==== Records shown ====

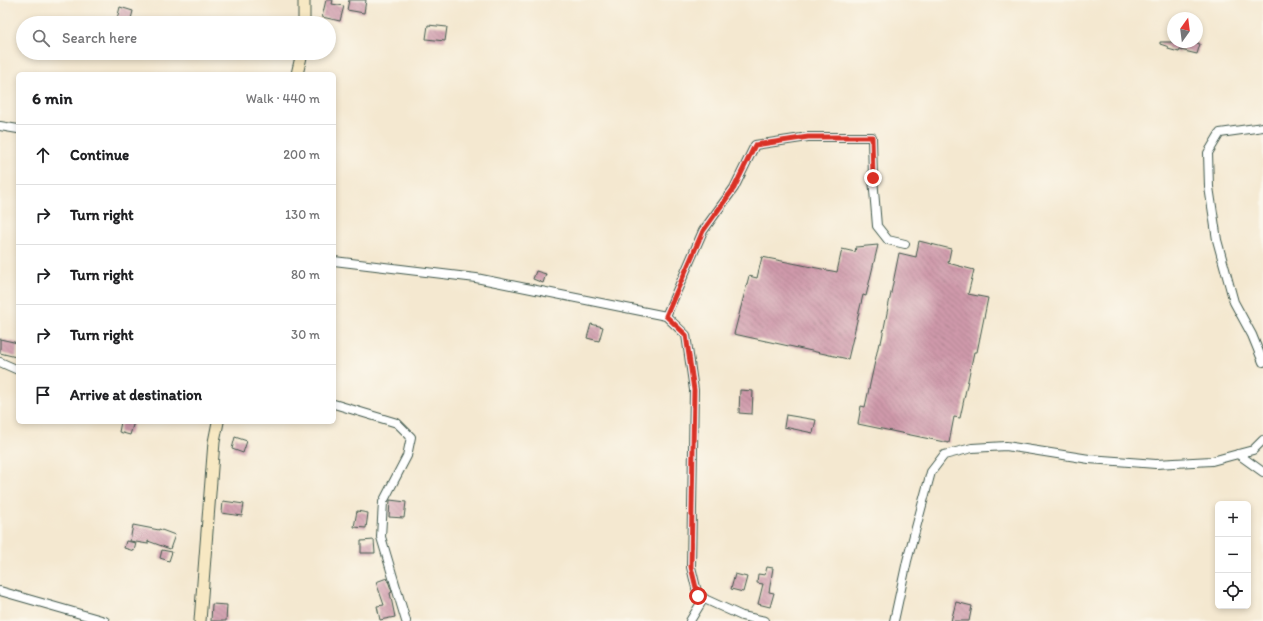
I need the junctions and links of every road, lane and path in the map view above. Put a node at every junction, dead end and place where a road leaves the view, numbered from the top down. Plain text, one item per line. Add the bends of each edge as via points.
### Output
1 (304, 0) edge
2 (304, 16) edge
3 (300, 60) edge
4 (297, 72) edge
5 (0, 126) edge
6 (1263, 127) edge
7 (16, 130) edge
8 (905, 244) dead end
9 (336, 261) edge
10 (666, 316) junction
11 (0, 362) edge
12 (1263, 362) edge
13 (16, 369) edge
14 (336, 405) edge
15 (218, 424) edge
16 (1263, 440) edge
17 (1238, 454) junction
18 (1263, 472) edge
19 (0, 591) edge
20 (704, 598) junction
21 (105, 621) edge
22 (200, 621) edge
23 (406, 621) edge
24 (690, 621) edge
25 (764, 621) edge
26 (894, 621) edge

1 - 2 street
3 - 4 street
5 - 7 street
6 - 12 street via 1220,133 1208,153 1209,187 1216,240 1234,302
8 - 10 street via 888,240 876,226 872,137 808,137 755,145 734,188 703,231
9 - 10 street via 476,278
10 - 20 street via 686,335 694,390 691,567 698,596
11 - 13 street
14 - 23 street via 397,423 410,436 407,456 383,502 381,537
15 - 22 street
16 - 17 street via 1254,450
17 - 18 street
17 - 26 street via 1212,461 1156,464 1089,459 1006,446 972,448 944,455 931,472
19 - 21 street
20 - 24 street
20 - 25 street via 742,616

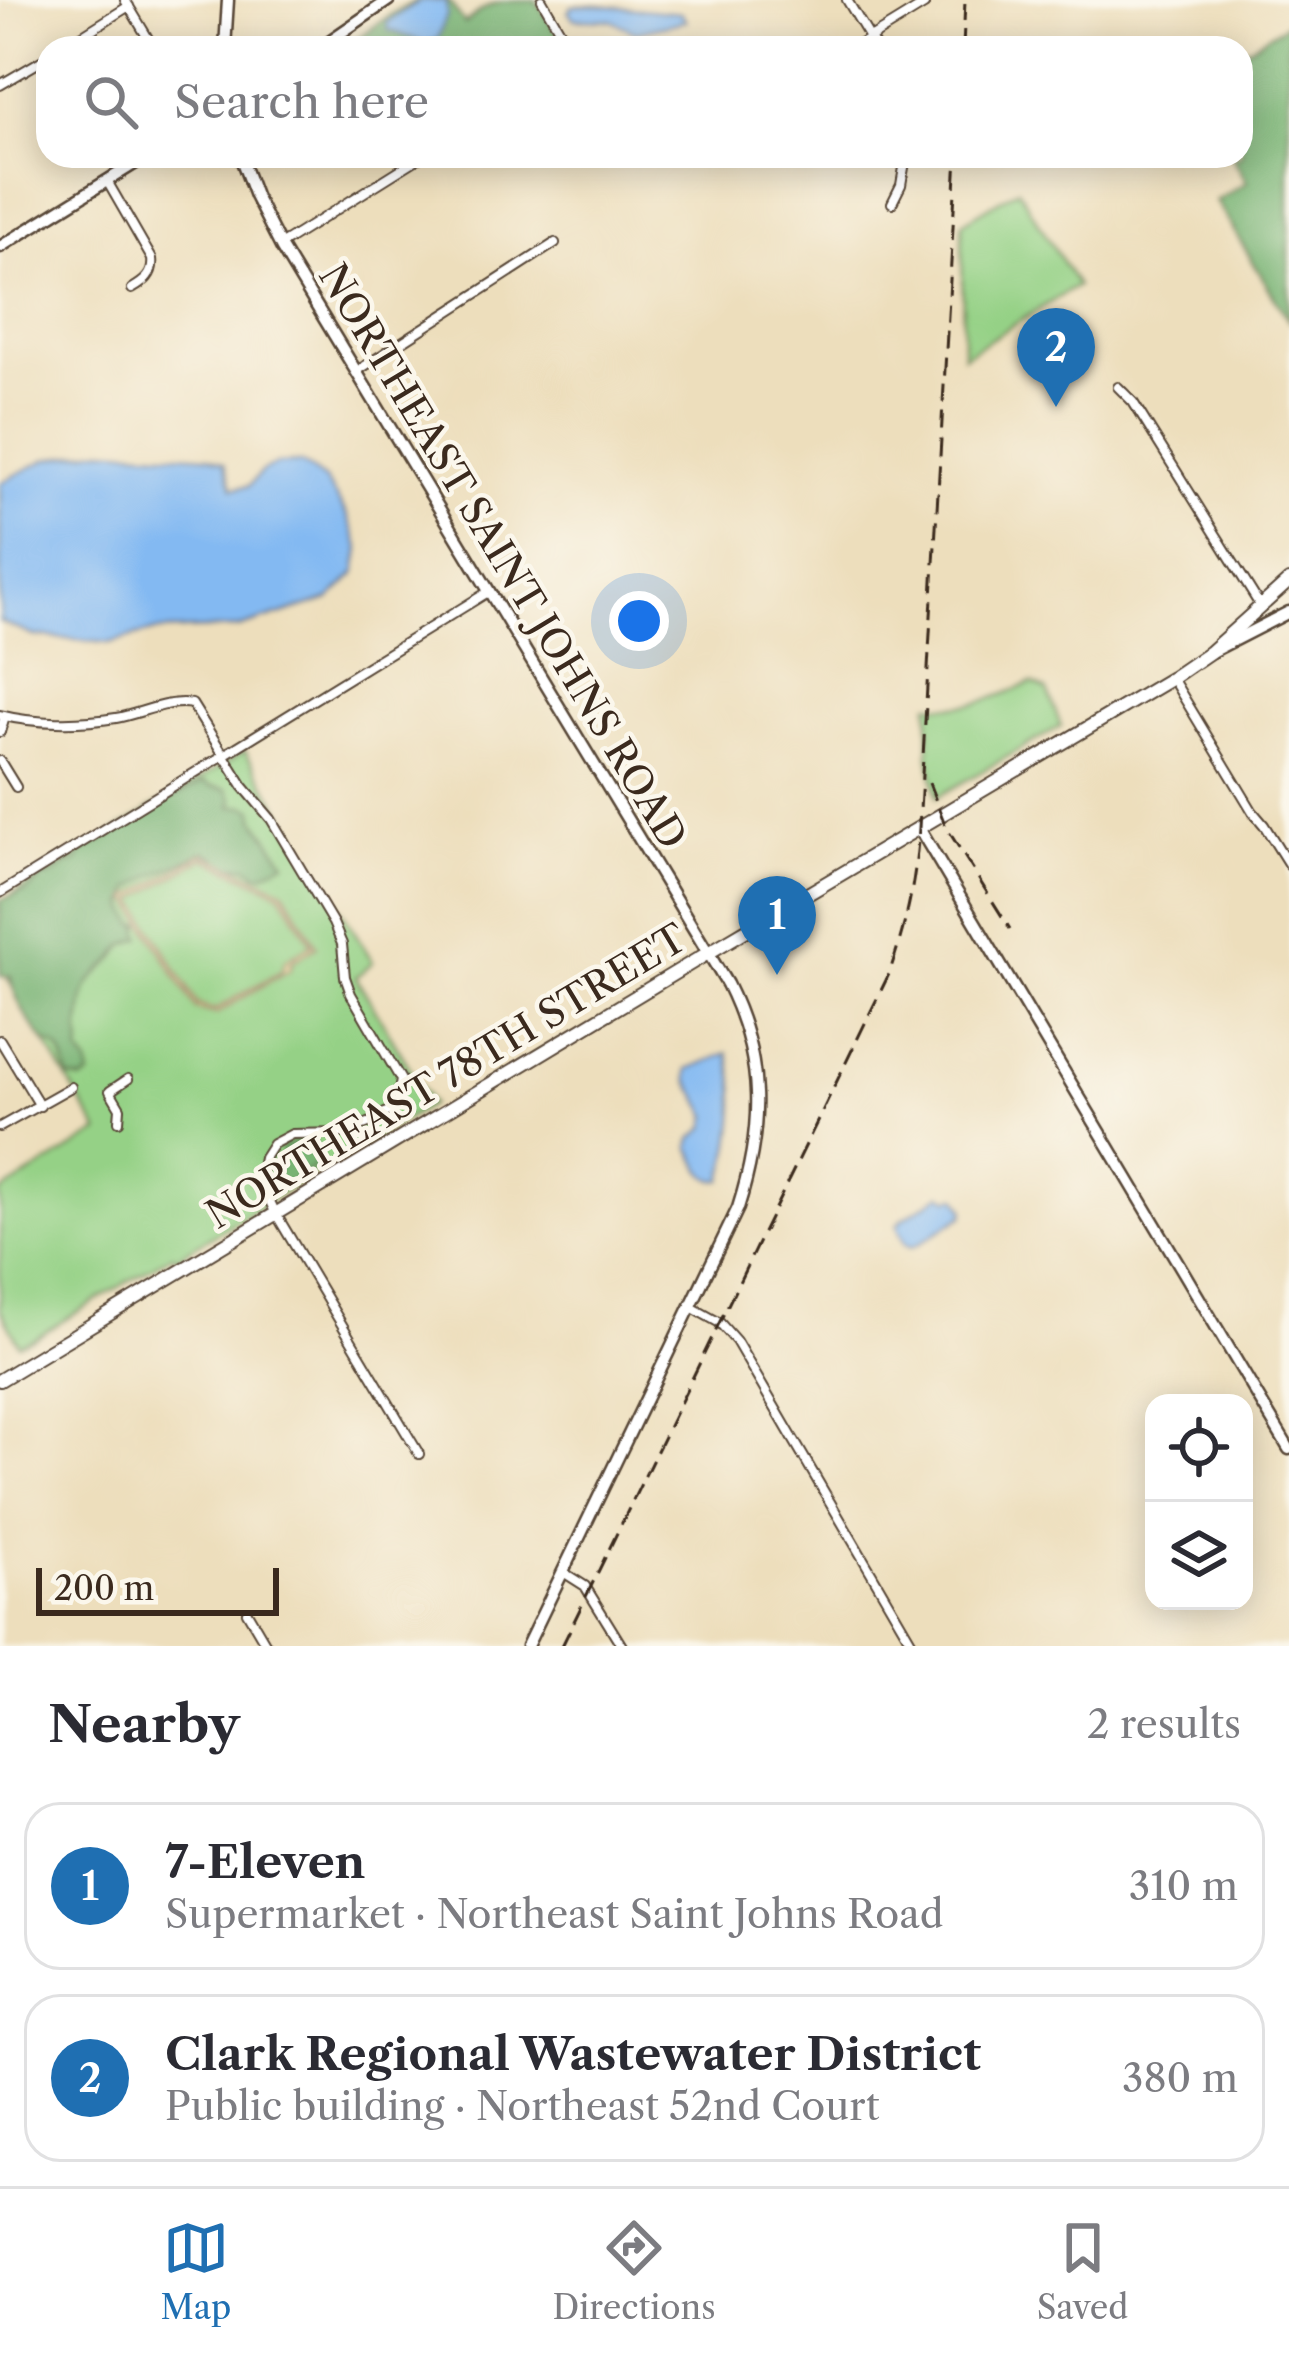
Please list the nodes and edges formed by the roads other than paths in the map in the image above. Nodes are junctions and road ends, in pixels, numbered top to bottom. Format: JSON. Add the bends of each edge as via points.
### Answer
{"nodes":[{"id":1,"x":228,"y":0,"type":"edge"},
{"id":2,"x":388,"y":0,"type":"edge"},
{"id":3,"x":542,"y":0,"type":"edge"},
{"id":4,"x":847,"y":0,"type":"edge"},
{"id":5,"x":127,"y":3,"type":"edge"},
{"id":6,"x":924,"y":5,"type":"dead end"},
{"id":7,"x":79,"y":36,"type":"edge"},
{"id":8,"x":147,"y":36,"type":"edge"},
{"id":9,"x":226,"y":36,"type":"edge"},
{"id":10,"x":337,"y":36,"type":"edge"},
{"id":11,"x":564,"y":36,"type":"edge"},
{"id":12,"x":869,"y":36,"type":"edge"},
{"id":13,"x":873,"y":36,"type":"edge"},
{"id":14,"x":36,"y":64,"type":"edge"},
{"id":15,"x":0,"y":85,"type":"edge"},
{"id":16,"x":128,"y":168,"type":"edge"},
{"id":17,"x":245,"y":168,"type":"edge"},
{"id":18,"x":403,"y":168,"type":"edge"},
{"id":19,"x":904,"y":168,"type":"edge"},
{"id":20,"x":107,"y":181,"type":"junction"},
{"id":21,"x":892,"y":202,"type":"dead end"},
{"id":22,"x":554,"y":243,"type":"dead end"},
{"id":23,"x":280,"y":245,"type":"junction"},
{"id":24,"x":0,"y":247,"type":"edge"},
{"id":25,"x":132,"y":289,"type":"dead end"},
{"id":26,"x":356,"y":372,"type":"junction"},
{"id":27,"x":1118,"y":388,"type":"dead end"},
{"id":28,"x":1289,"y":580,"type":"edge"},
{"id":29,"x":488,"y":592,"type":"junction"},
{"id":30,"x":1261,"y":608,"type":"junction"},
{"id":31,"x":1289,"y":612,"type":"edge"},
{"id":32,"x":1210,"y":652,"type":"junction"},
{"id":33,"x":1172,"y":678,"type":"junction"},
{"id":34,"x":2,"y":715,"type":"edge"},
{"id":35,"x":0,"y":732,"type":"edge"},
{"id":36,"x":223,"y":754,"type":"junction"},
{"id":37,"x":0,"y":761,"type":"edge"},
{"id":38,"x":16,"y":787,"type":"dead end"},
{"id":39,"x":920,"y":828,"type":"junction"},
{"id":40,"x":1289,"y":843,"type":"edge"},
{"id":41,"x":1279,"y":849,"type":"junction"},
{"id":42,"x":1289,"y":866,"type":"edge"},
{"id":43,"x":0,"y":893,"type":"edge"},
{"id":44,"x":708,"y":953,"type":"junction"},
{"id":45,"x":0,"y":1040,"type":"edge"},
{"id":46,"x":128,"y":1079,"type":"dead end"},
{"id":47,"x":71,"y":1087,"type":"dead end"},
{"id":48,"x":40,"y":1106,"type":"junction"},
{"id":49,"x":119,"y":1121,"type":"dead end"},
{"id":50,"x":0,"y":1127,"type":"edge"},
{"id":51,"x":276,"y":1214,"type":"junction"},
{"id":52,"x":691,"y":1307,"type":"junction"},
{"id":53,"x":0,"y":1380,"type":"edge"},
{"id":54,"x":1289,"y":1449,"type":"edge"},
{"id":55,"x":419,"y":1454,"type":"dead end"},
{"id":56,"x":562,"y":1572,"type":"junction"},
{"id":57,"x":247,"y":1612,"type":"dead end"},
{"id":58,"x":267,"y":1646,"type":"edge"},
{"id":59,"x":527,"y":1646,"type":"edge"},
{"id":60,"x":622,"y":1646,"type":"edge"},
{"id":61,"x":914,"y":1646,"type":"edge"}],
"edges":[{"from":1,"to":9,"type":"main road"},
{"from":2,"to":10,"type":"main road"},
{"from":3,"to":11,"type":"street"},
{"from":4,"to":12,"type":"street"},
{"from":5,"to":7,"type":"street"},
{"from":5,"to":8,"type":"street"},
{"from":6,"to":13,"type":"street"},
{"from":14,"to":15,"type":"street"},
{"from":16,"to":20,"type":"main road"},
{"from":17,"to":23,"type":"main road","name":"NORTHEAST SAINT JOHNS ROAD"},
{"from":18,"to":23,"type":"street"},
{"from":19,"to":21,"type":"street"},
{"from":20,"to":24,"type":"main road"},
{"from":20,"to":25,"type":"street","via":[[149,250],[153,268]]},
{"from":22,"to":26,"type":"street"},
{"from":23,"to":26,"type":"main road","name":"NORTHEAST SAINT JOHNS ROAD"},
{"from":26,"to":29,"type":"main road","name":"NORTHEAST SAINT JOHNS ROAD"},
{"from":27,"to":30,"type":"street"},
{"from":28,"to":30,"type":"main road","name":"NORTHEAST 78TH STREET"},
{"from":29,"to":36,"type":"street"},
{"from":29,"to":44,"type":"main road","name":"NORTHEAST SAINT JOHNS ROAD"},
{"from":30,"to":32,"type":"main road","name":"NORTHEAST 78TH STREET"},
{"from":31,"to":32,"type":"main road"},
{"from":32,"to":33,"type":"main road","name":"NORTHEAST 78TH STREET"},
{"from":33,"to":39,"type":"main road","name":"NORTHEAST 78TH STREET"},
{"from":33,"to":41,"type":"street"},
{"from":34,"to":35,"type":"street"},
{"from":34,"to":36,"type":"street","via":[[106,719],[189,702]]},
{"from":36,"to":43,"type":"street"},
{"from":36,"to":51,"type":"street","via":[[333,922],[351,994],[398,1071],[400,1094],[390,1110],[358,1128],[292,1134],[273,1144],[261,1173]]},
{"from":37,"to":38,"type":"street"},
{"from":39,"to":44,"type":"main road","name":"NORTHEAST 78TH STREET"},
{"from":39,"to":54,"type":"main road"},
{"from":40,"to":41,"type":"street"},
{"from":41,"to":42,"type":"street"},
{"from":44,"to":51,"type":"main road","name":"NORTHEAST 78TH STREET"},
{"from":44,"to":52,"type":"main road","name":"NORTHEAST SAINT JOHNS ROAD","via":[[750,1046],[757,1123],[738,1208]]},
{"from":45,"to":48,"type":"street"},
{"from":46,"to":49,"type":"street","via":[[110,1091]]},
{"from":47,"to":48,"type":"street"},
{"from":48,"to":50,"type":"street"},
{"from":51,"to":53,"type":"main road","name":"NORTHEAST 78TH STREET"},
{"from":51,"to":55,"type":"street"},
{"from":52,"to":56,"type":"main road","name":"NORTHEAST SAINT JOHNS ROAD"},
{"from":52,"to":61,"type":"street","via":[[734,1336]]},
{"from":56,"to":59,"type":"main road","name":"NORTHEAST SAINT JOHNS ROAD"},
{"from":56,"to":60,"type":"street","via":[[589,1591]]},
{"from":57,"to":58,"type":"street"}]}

====

_What the task requires_. Please, without any pictures, write out exactly the lines of the listing from its first line through the line that holds "Please list the", ends included, and nothing beyond them.

_Answer to this task_.
I need the junctions and links of every road, lane and path in the map view above. Put a node at every junction, dead end and place where a road leaves the view, numbered from the top down. Plain text, one item per line. Add the bends of each edge as via points.
### Output
1 (304, 0) edge
2 (304, 16) edge
3 (300, 60) edge
4 (297, 72) edge
5 (0, 126) edge
6 (1263, 127) edge
7 (16, 130) edge
8 (905, 244) dead end
9 (336, 261) edge
10 (666, 316) junction
11 (0, 362) edge
12 (1263, 362) edge
13 (16, 369) edge
14 (336, 405) edge
15 (218, 424) edge
16 (1263, 440) edge
17 (1238, 454) junction
18 (1263, 472) edge
19 (0, 591) edge
20 (704, 598) junction
21 (105, 621) edge
22 (200, 621) edge
23 (406, 621) edge
24 (690, 621) edge
25 (764, 621) edge
26 (894, 621) edge

1 - 2 street
3 - 4 street
5 - 7 street
6 - 12 street via 1220,133 1208,153 1209,187 1216,240 1234,302
8 - 10 street via 888,240 876,226 872,137 808,137 755,145 734,188 703,231
9 - 10 street via 476,278
10 - 20 street via 686,335 694,390 691,567 698,596
11 - 13 street
14 - 23 street via 397,423 410,436 407,456 383,502 381,537
15 - 22 street
16 - 17 street via 1254,450
17 - 18 street
17 - 26 street via 1212,461 1156,464 1089,459 1006,446 972,448 944,455 931,472
19 - 21 street
20 - 24 street
20 - 25 street via 742,616

Please list the nodes and edges formed by the roads other than paths in the map in the image above. Nodes are junctions and road ends, in pixels, numbered top to bottom. Format: JSON. Add the bends of each edge as via points.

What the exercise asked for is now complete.